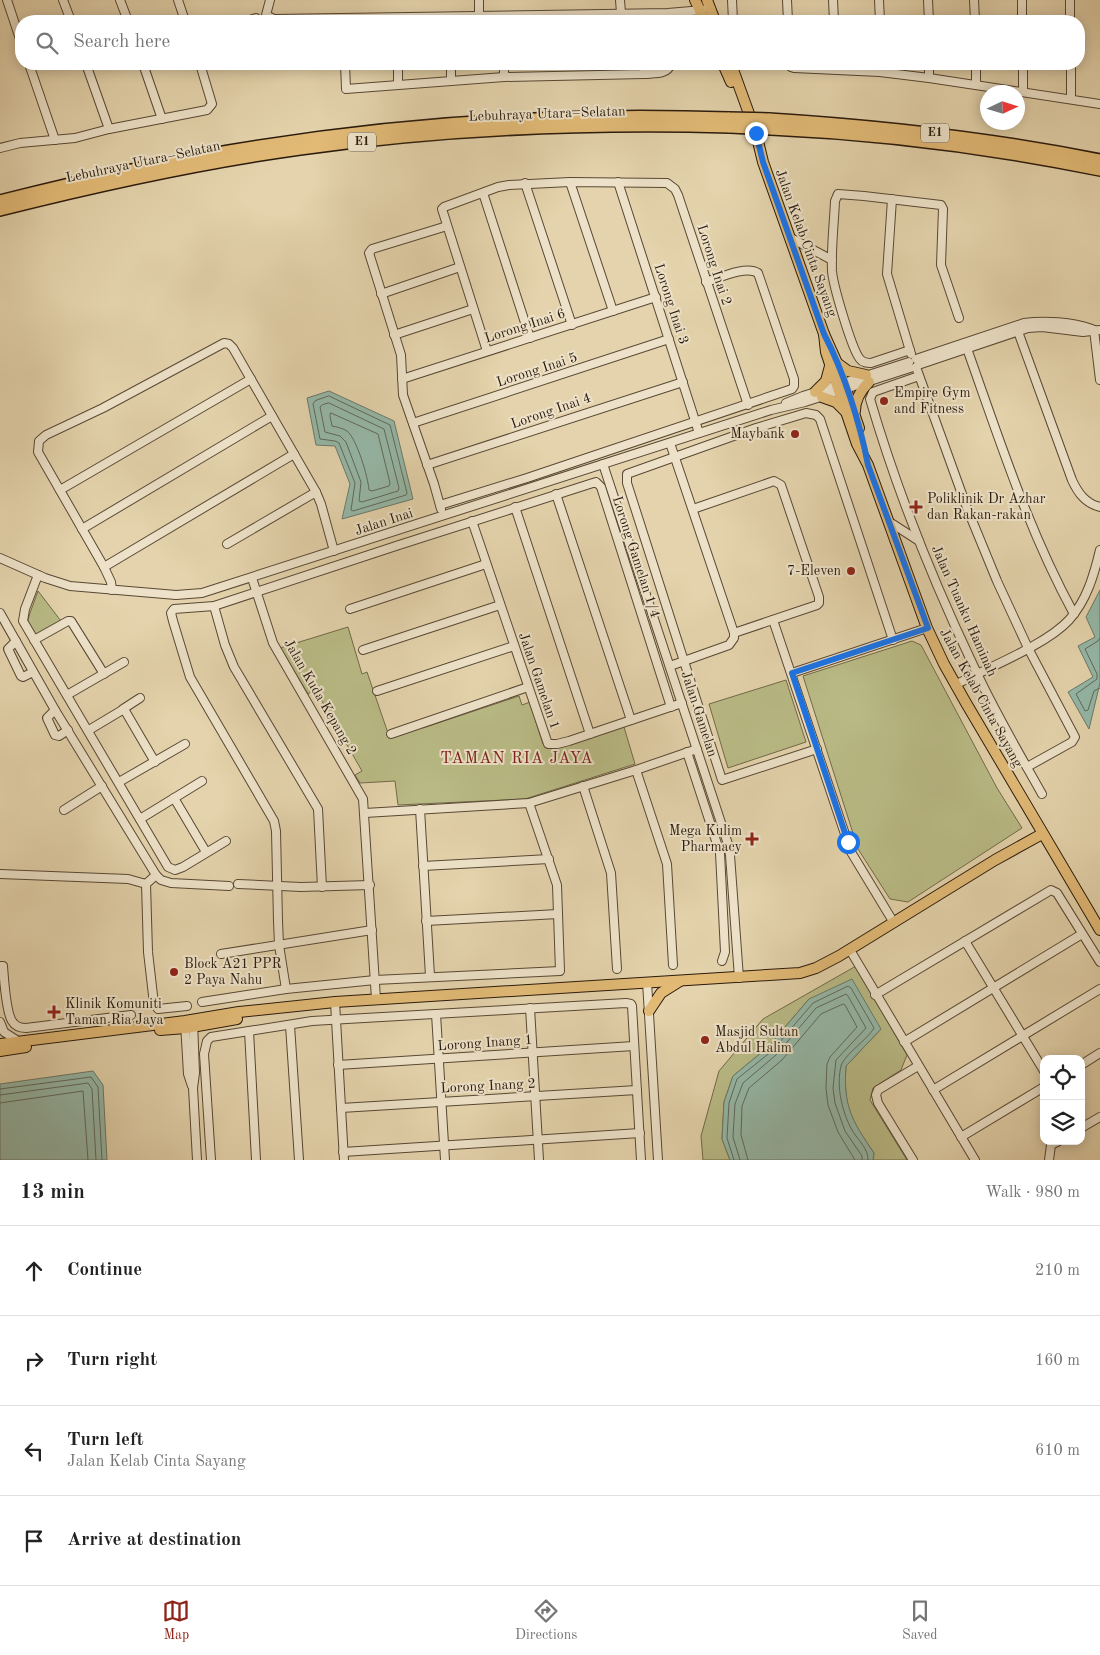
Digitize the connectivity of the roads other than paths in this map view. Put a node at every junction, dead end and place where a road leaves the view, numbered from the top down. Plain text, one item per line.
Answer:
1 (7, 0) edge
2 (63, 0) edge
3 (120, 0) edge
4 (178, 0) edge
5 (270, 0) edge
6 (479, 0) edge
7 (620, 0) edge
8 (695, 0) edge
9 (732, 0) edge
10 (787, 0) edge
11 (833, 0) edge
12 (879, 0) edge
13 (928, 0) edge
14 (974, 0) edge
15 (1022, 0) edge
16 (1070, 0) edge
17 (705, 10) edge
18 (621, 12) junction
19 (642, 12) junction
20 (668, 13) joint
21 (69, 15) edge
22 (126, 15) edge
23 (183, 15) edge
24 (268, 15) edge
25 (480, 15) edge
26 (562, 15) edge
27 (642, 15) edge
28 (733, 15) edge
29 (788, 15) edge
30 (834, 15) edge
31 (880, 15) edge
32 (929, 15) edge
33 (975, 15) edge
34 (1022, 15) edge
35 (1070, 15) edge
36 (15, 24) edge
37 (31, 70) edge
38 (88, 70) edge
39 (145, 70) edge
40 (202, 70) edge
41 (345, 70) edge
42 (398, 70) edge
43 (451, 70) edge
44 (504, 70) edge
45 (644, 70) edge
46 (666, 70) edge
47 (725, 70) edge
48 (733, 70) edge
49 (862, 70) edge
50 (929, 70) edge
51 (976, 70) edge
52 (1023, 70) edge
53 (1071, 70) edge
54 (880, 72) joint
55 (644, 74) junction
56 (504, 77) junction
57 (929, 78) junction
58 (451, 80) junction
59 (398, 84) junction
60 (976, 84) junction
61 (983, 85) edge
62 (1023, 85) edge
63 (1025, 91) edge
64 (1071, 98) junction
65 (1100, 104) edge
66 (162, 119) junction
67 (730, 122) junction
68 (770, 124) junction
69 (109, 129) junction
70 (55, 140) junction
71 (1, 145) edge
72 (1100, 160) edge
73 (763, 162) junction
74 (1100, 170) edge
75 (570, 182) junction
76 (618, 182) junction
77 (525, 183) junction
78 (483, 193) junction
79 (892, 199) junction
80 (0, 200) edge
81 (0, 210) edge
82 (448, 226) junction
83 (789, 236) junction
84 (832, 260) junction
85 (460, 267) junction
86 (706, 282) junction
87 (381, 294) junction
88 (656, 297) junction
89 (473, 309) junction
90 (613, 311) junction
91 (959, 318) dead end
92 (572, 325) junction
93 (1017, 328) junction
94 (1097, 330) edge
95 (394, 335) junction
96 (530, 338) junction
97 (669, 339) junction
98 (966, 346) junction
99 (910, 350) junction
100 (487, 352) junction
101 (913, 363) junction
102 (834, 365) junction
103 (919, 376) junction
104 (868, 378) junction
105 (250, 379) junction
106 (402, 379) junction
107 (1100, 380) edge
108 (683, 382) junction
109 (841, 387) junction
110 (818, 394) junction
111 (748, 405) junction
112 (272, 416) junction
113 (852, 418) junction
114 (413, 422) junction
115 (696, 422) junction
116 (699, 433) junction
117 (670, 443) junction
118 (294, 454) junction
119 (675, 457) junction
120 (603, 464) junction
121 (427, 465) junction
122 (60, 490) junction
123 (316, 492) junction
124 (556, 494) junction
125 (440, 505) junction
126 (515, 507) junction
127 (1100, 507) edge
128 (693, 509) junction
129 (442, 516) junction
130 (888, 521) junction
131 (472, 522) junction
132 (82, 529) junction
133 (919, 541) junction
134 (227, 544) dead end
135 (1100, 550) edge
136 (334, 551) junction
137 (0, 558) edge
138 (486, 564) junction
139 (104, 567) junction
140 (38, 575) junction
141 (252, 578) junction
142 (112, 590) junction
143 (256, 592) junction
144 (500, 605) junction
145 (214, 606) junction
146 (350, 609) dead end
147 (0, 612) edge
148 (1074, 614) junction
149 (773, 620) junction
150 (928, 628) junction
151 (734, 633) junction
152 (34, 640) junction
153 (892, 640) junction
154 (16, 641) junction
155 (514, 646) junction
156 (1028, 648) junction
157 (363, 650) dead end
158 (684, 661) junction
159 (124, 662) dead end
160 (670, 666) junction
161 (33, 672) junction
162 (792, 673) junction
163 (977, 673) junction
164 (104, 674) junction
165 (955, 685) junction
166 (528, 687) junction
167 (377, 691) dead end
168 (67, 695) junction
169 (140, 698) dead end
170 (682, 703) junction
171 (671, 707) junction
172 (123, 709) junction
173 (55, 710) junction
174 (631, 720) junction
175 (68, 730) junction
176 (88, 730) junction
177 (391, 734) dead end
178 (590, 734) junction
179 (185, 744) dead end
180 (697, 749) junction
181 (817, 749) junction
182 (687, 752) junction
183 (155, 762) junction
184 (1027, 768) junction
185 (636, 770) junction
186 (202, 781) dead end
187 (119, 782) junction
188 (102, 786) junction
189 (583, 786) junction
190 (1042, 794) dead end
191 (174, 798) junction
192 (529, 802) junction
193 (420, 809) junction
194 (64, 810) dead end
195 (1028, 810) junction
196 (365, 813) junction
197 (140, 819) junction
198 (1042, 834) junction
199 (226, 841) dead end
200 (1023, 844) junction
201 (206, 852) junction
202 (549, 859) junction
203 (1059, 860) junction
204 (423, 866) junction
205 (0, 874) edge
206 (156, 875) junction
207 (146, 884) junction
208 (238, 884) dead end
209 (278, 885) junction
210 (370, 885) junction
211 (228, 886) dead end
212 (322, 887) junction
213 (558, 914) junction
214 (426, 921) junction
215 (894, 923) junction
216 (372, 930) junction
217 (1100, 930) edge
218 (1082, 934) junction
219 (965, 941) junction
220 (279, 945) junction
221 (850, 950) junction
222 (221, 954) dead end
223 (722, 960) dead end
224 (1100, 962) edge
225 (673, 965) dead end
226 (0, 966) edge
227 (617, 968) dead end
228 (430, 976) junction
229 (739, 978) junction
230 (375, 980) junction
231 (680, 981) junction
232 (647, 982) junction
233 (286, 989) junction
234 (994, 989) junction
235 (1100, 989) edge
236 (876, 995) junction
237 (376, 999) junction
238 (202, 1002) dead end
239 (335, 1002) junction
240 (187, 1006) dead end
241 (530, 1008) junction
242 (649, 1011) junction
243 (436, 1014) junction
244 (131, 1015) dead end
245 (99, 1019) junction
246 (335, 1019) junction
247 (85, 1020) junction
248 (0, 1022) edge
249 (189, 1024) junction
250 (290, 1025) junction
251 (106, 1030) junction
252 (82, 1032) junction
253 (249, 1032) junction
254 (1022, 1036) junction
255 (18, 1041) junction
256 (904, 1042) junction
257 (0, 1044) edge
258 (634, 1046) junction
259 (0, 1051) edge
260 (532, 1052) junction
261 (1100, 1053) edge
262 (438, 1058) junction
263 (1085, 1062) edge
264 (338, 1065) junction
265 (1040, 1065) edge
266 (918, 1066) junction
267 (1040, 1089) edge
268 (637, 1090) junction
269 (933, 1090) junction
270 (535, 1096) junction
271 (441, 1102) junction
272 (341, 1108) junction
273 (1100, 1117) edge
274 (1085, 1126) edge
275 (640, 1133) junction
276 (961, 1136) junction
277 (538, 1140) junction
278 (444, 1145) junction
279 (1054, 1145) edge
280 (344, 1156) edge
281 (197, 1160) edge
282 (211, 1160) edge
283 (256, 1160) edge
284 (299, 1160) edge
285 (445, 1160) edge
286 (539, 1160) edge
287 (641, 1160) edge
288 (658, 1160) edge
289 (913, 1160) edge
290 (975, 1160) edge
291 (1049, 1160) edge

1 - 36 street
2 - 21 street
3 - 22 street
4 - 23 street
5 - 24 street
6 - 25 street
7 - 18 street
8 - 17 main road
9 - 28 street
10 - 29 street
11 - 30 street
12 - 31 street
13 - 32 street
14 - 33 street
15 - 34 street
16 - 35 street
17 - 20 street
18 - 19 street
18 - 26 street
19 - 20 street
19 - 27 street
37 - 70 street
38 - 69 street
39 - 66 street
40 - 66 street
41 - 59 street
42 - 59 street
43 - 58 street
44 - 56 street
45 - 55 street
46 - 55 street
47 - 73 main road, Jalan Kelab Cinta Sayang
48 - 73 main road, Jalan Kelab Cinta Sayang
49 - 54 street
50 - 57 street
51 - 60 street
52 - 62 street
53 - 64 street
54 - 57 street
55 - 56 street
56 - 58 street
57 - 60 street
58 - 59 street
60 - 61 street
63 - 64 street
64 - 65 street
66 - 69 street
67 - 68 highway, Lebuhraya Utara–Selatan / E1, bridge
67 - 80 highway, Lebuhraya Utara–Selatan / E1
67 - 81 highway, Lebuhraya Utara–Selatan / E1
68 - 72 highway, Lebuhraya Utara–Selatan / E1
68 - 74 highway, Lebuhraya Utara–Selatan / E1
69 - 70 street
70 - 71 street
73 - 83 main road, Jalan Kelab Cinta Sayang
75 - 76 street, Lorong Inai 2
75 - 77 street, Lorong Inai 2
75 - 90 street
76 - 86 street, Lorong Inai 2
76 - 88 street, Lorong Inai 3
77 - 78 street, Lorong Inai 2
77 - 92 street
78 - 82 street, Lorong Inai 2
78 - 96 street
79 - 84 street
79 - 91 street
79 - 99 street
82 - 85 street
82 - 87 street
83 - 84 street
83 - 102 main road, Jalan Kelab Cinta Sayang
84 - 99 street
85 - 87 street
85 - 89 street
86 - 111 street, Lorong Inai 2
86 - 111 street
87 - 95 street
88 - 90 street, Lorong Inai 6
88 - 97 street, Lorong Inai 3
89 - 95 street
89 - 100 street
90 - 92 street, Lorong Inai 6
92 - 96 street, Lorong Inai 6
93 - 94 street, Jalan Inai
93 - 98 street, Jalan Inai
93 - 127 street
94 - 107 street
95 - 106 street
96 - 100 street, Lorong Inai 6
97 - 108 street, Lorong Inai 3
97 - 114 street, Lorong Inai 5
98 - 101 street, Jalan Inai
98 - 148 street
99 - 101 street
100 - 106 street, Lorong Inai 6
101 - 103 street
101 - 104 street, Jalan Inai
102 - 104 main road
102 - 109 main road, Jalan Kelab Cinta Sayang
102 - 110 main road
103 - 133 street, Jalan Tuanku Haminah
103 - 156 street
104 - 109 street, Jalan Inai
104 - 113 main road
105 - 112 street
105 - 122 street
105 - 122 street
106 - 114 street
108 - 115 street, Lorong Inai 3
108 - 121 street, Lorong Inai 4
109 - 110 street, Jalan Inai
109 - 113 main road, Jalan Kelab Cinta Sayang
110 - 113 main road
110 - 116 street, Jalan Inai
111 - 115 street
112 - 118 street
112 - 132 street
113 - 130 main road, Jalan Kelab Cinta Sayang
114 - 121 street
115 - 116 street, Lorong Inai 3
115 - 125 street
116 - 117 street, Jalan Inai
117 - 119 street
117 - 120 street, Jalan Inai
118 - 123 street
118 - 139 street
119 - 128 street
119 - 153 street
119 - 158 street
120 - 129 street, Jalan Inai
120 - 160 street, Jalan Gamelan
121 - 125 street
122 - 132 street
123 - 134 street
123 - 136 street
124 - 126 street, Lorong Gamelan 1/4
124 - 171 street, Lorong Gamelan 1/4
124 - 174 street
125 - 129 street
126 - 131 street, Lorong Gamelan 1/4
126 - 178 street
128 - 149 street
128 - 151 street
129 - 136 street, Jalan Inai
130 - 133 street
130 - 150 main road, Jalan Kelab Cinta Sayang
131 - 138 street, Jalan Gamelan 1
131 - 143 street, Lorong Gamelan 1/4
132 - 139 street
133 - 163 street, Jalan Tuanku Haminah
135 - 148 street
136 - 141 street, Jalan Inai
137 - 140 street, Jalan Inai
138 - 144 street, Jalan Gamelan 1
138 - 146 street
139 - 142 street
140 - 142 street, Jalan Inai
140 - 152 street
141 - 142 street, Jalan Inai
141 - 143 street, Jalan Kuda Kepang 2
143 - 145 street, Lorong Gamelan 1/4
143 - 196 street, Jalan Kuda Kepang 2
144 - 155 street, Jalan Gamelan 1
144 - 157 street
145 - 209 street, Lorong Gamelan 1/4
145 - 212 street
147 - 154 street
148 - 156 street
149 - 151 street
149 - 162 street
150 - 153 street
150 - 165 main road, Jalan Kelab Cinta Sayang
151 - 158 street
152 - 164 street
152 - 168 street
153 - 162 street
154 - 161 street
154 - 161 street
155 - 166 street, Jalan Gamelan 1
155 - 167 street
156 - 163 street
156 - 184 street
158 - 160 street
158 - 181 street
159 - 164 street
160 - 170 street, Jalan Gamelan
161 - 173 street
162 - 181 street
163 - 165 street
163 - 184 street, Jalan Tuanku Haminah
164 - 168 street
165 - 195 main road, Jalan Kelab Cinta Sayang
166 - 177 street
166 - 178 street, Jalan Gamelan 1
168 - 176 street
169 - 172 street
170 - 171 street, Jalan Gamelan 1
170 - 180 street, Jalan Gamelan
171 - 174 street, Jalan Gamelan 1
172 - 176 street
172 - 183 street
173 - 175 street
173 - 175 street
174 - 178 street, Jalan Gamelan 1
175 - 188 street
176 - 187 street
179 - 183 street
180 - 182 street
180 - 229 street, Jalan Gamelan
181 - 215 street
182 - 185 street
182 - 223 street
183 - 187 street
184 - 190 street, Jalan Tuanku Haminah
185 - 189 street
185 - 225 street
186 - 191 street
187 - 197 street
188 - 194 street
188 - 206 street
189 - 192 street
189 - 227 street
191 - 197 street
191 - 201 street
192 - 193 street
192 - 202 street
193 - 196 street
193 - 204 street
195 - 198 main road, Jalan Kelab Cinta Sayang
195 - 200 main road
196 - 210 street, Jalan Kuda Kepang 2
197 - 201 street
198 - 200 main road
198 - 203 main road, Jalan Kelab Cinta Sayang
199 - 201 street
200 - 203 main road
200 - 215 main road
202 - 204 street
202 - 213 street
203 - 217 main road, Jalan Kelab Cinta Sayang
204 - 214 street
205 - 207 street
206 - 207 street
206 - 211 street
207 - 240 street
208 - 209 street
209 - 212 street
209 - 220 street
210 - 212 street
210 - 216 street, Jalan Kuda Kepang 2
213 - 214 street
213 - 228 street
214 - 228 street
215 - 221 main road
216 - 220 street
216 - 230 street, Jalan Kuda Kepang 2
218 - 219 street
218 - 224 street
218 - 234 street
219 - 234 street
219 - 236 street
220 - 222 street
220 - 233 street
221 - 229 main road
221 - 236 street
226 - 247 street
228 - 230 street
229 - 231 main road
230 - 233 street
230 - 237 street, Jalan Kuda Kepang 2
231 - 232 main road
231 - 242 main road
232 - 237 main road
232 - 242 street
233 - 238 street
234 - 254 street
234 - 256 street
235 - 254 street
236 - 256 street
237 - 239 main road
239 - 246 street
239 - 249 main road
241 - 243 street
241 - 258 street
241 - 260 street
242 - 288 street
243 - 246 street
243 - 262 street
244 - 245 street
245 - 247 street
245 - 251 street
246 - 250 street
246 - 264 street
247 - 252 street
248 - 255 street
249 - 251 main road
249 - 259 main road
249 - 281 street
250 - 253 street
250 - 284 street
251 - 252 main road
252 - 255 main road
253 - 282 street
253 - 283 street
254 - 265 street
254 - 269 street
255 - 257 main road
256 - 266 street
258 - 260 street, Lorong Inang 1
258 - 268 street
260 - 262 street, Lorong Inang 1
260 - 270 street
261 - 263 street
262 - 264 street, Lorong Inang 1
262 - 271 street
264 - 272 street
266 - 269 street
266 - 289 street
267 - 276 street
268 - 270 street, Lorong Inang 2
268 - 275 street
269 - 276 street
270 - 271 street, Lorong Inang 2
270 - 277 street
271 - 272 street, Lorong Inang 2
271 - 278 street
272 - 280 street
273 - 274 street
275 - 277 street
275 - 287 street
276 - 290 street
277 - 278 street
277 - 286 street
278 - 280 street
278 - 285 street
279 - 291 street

──────────

Copy out all lines above that include the string "Selatan".

67 - 68 highway, Lebuhraya Utara–Selatan / E1, bridge
67 - 80 highway, Lebuhraya Utara–Selatan / E1
67 - 81 highway, Lebuhraya Utara–Selatan / E1
68 - 72 highway, Lebuhraya Utara–Selatan / E1
68 - 74 highway, Lebuhraya Utara–Selatan / E1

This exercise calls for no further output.